#### [YOUR OBJECTIVE]
State how many lines of the entries hold the string "Country", and nothing more.

(Extracted data entries)
※
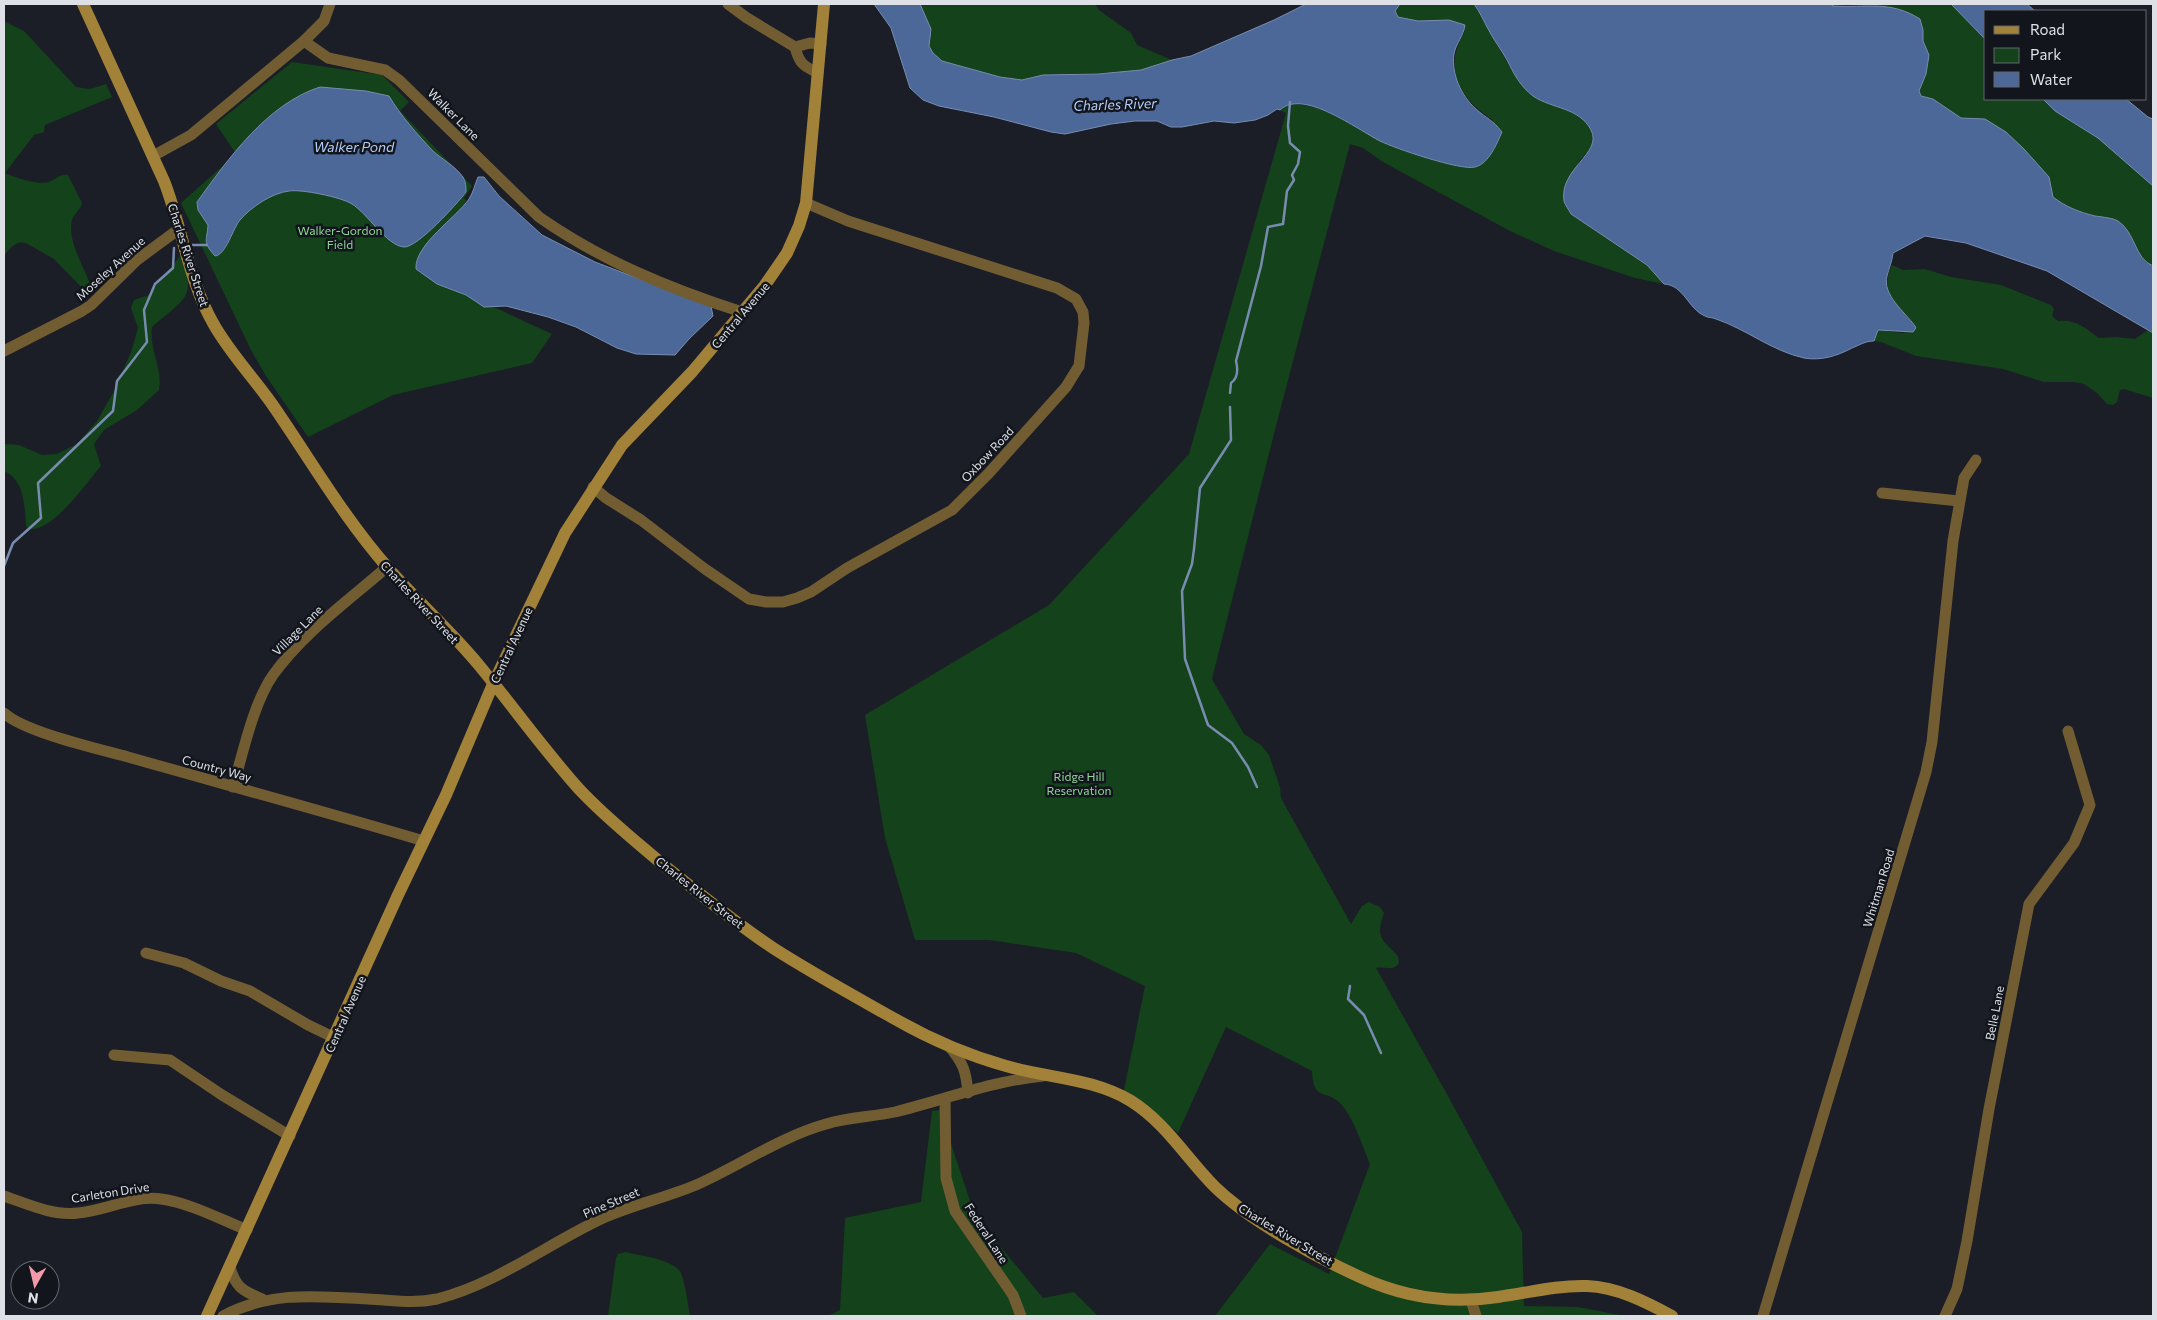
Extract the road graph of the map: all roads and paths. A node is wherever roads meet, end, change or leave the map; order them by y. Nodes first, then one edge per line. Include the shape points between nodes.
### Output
1 (83, 4) edge
2 (330, 4) edge
3 (728, 4) edge
4 (824, 4) edge
5 (304, 41) junction
6 (821, 44) junction
7 (795, 47) junction
8 (818, 73) junction
9 (153, 156) junction
10 (806, 202) junction
11 (179, 229) junction
12 (742, 312) junction
13 (4, 351) edge
14 (1976, 460) dead end
15 (593, 487) junction
16 (1882, 493) dead end
17 (1959, 501) junction
18 (387, 567) junction
19 (493, 684) junction
20 (4, 714) edge
21 (2068, 731) dead end
22 (233, 786) junction
23 (424, 841) junction
24 (146, 953) dead end
25 (335, 1038) junction
26 (948, 1046) junction
27 (114, 1055) dead end
28 (1048, 1075) junction
29 (968, 1093) junction
30 (945, 1099) junction
31 (290, 1136) junction
32 (4, 1196) edge
33 (247, 1230) junction
34 (230, 1267) junction
35 (264, 1300) junction
36 (1471, 1300) junction
37 (207, 1316) edge
38 (223, 1316) edge
39 (1021, 1316) edge
40 (1476, 1316) edge
41 (1672, 1316) edge
42 (1763, 1316) edge
43 (1945, 1316) edge

1 - 9 street, Charles River Street
2 - 5 street via 324,21
3 - 7 street
4 - 6 street, Central Avenue
5 - 9 street via 191,135
5 - 12 street, Walker Lane via 328,58 385,70 399,80 539,218 564,235 598,255 648,277
6 - 7 street
6 - 8 street, Central Avenue
7 - 8 street via 798,60
8 - 10 street, Central Avenue
9 - 11 street, Charles River Street via 174,207
10 - 12 street, Central Avenue via 787,253
10 - 15 street, Oxbow Road via 848,221 1057,288 1076,299 1084,323 1078,366 1066,387 952,510 847,568 811,592 783,602 749,598
11 - 13 street, Moseley Avenue via 137,260 82,312
11 - 18 street, Charles River Street via 199,294 213,324
12 - 15 street, Central Avenue via 692,372 622,445
14 - 17 street, Whitman Road via 1964,478
15 - 19 street, Central Avenue via 565,532
16 - 17 street
17 - 42 street, Whitman Road via 1926,772
18 - 19 street, Charles River Street
18 - 22 street, Village Lane via 312,633 272,676 250,727
19 - 23 street, Central Avenue
19 - 26 street, Charles River Street via 580,791 612,822 709,902 775,949 898,1021
20 - 22 street, Country Way via 15,722 77,743
21 - 43 street, Belle Lane via 2090,805 2074,843 2029,904 1967,1241 1956,1289
22 - 23 street, Country Way
23 - 25 street, Central Avenue
24 - 25 street via 184,963 250,991
25 - 31 street, Central Avenue
26 - 28 street, Charles River Street via 1009,1067
26 - 29 street via 962,1062
27 - 31 street via 170,1060
28 - 29 street, Pine Street via 1017,1079
28 - 36 street, Charles River Street via 1084,1082 1130,1100 1166,1130 1232,1202 1362,1278 1405,1293
29 - 30 street, Pine Street
30 - 35 street, Pine Street via 887,1114 827,1123 794,1136 694,1186 601,1219 463,1292 408,1303 286,1297
30 - 39 street, Federal Lane via 946,1178 955,1211 1013,1295
31 - 33 street, Central Avenue
32 - 33 street, Carleton Drive via 63,1213 160,1199
33 - 34 street, Central Avenue
34 - 35 street via 234,1282 241,1289
34 - 37 street, Central Avenue
35 - 38 street, Pine Street
36 - 40 street
36 - 41 street, Charles River Street via 1588,1286 1612,1289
※
#### [THE COMPLETED TASK]
2